● **EXERCISE AIM**
Could you reproduce all of these records exactly?

● **RECORDS FOR THE EXERCISE**
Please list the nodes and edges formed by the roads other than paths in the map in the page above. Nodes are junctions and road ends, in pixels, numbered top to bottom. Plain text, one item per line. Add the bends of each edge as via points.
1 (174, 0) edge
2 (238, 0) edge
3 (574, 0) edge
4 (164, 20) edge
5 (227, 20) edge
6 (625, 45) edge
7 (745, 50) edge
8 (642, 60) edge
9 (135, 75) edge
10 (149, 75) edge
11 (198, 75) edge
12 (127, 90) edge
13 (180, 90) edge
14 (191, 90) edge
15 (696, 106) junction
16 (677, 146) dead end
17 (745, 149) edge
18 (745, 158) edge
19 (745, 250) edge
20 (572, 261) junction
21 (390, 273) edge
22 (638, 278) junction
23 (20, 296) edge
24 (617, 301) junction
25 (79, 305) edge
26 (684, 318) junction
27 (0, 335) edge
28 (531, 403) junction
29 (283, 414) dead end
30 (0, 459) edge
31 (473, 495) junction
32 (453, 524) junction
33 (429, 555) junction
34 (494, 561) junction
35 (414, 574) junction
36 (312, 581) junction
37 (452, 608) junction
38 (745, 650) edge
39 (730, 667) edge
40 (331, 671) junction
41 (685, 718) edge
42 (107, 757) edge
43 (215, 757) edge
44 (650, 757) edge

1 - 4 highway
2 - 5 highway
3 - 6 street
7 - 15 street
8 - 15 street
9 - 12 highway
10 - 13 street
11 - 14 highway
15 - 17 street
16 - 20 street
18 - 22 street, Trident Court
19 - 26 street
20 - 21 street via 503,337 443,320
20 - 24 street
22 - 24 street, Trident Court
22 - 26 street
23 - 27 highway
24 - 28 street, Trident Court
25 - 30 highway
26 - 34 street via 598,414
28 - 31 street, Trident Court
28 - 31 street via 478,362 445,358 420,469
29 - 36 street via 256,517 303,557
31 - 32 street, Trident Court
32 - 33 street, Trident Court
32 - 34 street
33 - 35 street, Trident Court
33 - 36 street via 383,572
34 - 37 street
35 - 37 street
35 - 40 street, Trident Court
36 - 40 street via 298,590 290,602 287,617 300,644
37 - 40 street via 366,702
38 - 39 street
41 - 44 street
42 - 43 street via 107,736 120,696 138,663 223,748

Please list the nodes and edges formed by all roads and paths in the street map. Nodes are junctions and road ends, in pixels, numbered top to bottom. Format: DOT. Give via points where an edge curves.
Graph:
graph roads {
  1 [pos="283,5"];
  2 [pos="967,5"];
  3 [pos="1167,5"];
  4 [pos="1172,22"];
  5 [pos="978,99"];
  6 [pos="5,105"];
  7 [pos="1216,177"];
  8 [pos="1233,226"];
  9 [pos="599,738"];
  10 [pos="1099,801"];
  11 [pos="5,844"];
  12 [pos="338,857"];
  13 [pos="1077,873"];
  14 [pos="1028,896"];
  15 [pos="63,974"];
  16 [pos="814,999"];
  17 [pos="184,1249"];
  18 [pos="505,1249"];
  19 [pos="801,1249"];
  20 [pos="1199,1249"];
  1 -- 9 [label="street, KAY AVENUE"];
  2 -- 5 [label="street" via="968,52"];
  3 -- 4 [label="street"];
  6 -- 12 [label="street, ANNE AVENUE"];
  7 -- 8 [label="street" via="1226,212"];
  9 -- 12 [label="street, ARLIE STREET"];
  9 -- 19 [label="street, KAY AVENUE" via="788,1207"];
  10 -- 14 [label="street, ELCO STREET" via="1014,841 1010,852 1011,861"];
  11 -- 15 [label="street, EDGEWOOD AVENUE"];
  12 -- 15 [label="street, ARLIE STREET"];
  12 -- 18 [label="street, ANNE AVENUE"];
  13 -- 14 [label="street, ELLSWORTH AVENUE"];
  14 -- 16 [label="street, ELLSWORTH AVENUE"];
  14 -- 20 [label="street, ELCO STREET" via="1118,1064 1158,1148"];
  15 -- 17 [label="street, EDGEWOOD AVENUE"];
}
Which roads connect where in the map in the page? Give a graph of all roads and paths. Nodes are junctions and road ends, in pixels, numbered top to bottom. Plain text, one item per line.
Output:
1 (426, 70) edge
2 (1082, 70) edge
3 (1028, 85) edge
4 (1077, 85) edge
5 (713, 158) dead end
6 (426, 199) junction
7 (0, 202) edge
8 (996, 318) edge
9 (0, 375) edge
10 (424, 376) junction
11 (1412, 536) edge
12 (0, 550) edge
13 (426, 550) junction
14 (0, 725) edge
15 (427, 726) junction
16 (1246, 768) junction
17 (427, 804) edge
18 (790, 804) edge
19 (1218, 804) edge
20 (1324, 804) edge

● **TASK ANSWER**
Please list the nodes and edges formed by the roads other than paths in the map in the page above. Nodes are junctions and road ends, in pixels, numbered top to bottom. Plain text, one item per line. Add the bends of each edge as via points.
1 (174, 0) edge
2 (238, 0) edge
3 (574, 0) edge
4 (164, 20) edge
5 (227, 20) edge
6 (625, 45) edge
7 (745, 50) edge
8 (642, 60) edge
9 (135, 75) edge
10 (149, 75) edge
11 (198, 75) edge
12 (127, 90) edge
13 (180, 90) edge
14 (191, 90) edge
15 (696, 106) junction
16 (677, 146) dead end
17 (745, 149) edge
18 (745, 158) edge
19 (745, 250) edge
20 (572, 261) junction
21 (390, 273) edge
22 (638, 278) junction
23 (20, 296) edge
24 (617, 301) junction
25 (79, 305) edge
26 (684, 318) junction
27 (0, 335) edge
28 (531, 403) junction
29 (283, 414) dead end
30 (0, 459) edge
31 (473, 495) junction
32 (453, 524) junction
33 (429, 555) junction
34 (494, 561) junction
35 (414, 574) junction
36 (312, 581) junction
37 (452, 608) junction
38 (745, 650) edge
39 (730, 667) edge
40 (331, 671) junction
41 (685, 718) edge
42 (107, 757) edge
43 (215, 757) edge
44 (650, 757) edge

1 - 4 highway
2 - 5 highway
3 - 6 street
7 - 15 street
8 - 15 street
9 - 12 highway
10 - 13 street
11 - 14 highway
15 - 17 street
16 - 20 street
18 - 22 street, Trident Court
19 - 26 street
20 - 21 street via 503,337 443,320
20 - 24 street
22 - 24 street, Trident Court
22 - 26 street
23 - 27 highway
24 - 28 street, Trident Court
25 - 30 highway
26 - 34 street via 598,414
28 - 31 street, Trident Court
28 - 31 street via 478,362 445,358 420,469
29 - 36 street via 256,517 303,557
31 - 32 street, Trident Court
32 - 33 street, Trident Court
32 - 34 street
33 - 35 street, Trident Court
33 - 36 street via 383,572
34 - 37 street
35 - 37 street
35 - 40 street, Trident Court
36 - 40 street via 298,590 290,602 287,617 300,644
37 - 40 street via 366,702
38 - 39 street
41 - 44 street
42 - 43 street via 107,736 120,696 138,663 223,748

Please list the nodes and edges formed by all roads and paths in the street map. Nodes are junctions and road ends, in pixels, numbered top to bottom. Format: DOT. Give via points where an edge curves.
Graph:
graph roads {
  1 [pos="283,5"];
  2 [pos="967,5"];
  3 [pos="1167,5"];
  4 [pos="1172,22"];
  5 [pos="978,99"];
  6 [pos="5,105"];
  7 [pos="1216,177"];
  8 [pos="1233,226"];
  9 [pos="599,738"];
  10 [pos="1099,801"];
  11 [pos="5,844"];
  12 [pos="338,857"];
  13 [pos="1077,873"];
  14 [pos="1028,896"];
  15 [pos="63,974"];
  16 [pos="814,999"];
  17 [pos="184,1249"];
  18 [pos="505,1249"];
  19 [pos="801,1249"];
  20 [pos="1199,1249"];
  1 -- 9 [label="street, KAY AVENUE"];
  2 -- 5 [label="street" via="968,52"];
  3 -- 4 [label="street"];
  6 -- 12 [label="street, ANNE AVENUE"];
  7 -- 8 [label="street" via="1226,212"];
  9 -- 12 [label="street, ARLIE STREET"];
  9 -- 19 [label="street, KAY AVENUE" via="788,1207"];
  10 -- 14 [label="street, ELCO STREET" via="1014,841 1010,852 1011,861"];
  11 -- 15 [label="street, EDGEWOOD AVENUE"];
  12 -- 15 [label="street, ARLIE STREET"];
  12 -- 18 [label="street, ANNE AVENUE"];
  13 -- 14 [label="street, ELLSWORTH AVENUE"];
  14 -- 16 [label="street, ELLSWORTH AVENUE"];
  14 -- 20 [label="street, ELCO STREET" via="1118,1064 1158,1148"];
  15 -- 17 [label="street, EDGEWOOD AVENUE"];
}
Which roads connect where in the map in the page? Give a graph of all roads and paths. Nodes are junctions and road ends, in pixels, numbered top to bottom. Plain text, one item per line.
Output:
1 (426, 70) edge
2 (1082, 70) edge
3 (1028, 85) edge
4 (1077, 85) edge
5 (713, 158) dead end
6 (426, 199) junction
7 (0, 202) edge
8 (996, 318) edge
9 (0, 375) edge
10 (424, 376) junction
11 (1412, 536) edge
12 (0, 550) edge
13 (426, 550) junction
14 (0, 725) edge
15 (427, 726) junction
16 (1246, 768) junction
17 (427, 804) edge
18 (790, 804) edge
19 (1218, 804) edge
20 (1324, 804) edge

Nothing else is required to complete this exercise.